So, back on topic. I'll thow my vote in for ESPN2 HD!


----------



## LtMunst (Aug 24, 2005)

Fox News HD


----------



## thxultra (Feb 1, 2005)

Did I say Logo yet


----------



## Darkman (Apr 16, 2002)

I don't know .. I am sure you did 

But I am sure one of my co-workers would like to be able to receive this channel ... 

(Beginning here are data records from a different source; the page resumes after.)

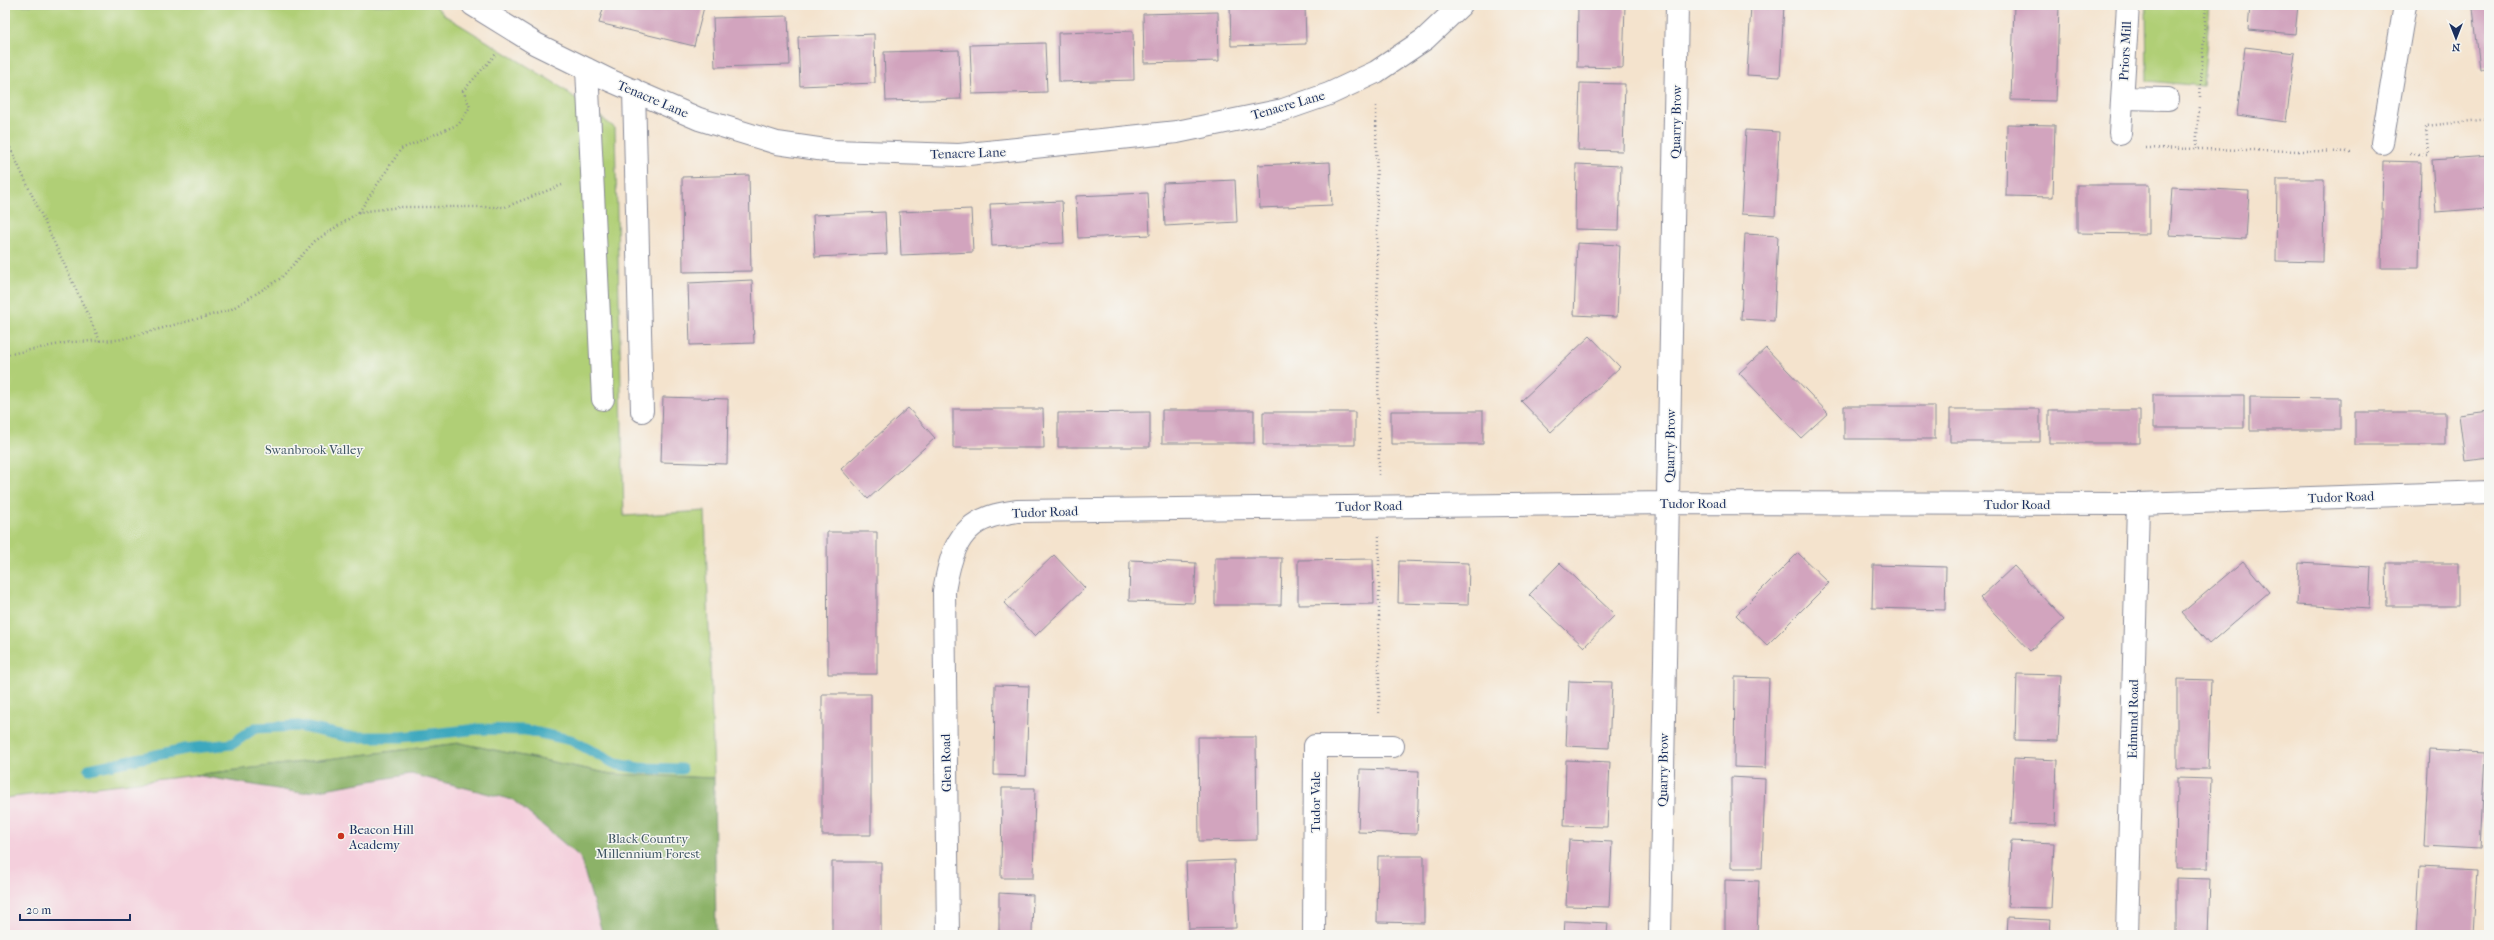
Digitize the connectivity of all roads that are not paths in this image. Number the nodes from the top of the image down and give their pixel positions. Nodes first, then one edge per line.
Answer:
1 (473, 5) edge
2 (1461, 5) edge
3 (1677, 5) edge
4 (2128, 5) edge
5 (2405, 5) edge
6 (587, 69) junction
7 (634, 90) junction
8 (2123, 98) junction
9 (2168, 99) dead end
10 (2120, 133) road end
11 (2382, 142) dead end
12 (603, 399) dead end
13 (642, 411) dead end
14 (2489, 492) edge
15 (1670, 503) junction
16 (2138, 504) junction
17 (944, 591) joint
18 (1386, 746) road end
19 (948, 935) edge
20 (1314, 935) edge
21 (1660, 935) edge
22 (2127, 935) edge

1 - 6 street, Tenacre Lane
2 - 7 street, Tenacre Lane
3 - 15 street, Quarry Brow
4 - 8 street, Priors Mill
5 - 11 street
6 - 7 street, Tenacre Lane
6 - 12 street
7 - 13 street
8 - 9 street, Priors Mill
8 - 10 street, Priors Mill
14 - 16 street, Tudor Road
15 - 16 street, Tudor Road
15 - 17 street, Tudor Road
15 - 21 street, Quarry Brow
16 - 22 street, Edmund Road
17 - 19 street, Glen Road
18 - 20 street, Tudor Vale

After all he openly told me who he "is" .. and few times already hinted (regardless if directly or indirectly) on having a crash on me ... or on desire to try and explore the possibility .. if something can happen between us.. as a relationship maybe or something.. 
... hmmmmm 

Makes me feel somewhat uncomfortable too on occasion.. I just joke it off basically .. (my nature) .. But sometimes i think i will just tell him more directly .. but politely .. something like: "look - it's definatly not my cup of tea basically.." .. or "you are definatly trying to pee against the wrong tree" .. or something like that 

Will have to be in my jokingly manner though.. not to hurt his feelings to much, etc ....


----------



## James Long (Apr 17, 2003)

Just leave a copy of the employee handbook open to the page on sexual harrassment. 

JL


----------



## Darkman (Apr 16, 2002)

I would not really call it sexual harrassment YET .. it's NOT that bad.. NOT YET anyhow 

P.S. He DID tell me though.. that in homosexual relationship there is (so called i guess) "top" and "bottom" (Top i guess would be being like a man.. and Bottom - like a woman) ... and that He is "bottom" :sure: :grin:  :icon_cool


----------



## James Long (Apr 17, 2003)

TMI! If I wanted to know that much I'd ask E* to add LOGO or buy a HERE PPV. :lol:

JL


----------



## dmgaspari (Sep 14, 2005)

I am so pissed that E* is not carrying Altitude HD (Avalanche Hockey). I watched at a friend's house last night on Comcast Cable. It was truly amazing. I'm called E* and Altitude. It looks like E* will not carry Altitude HD this year. As much as I hate to do it, I'm switching to Comcast. No Altitude HD is a show stopper for me.


----------



## Slamminc11 (Jan 28, 2005)

dmgaspari said:


> I am so pissed that E* is not carrying Altitude HD (Avalanche Hockey). I watched at a friend's house last night on Comcast Cable. It was truly amazing. I'm called E* and Altitude. It looks like E* will not carry Altitude HD this year. As much as I hate to do it, I'm switching to Comcast. No Altitude HD is a show stopper for me.


okay, bye!


----------



## dpd146 (Oct 1, 2005)

HD, HD, and more HD!!


----------



## saweetnesstrev (Oct 8, 2005)

The one channel that is advertising forgot the name but it has extreme sports,, and more HD channels would be nice.. Like HD CNN..


----------



## johnbelt28 (Nov 6, 2004)

Setanta,The Fight channel,goodlife tv.Anything with classic tv.I used to love Nick at Nite and TV Land but now its horrible.Tv land canada and deja view blow them away.I'm a news junkie so something with a international view.Sky news was the best thing i've seen on fox news when the london bombings happened.


----------



## azphi (Apr 1, 2004)

Espn2 Hd


----------



## gregmisc (Jan 10, 2005)

ABC, CBS, NBC, FOX HD (more HD).


----------



## johnbelt28 (Nov 6, 2004)

Oln


----------



## MSoper72 (Jun 18, 2004)

The Sportsman Channel


----------



## Michael P (Oct 27, 2004)

dmgaspari said:


> I am so pissed that E* is not carrying Altitude HD (Avalanche Hockey). I watched at a friend's house last night on Comcast Cable. It was truly amazing. I'm called E* and Altitude. It looks like E* will not carry Altitude HD this year. As much as I hate to do it, I'm switching to Comcast. No Altitude HD is a show stopper for me.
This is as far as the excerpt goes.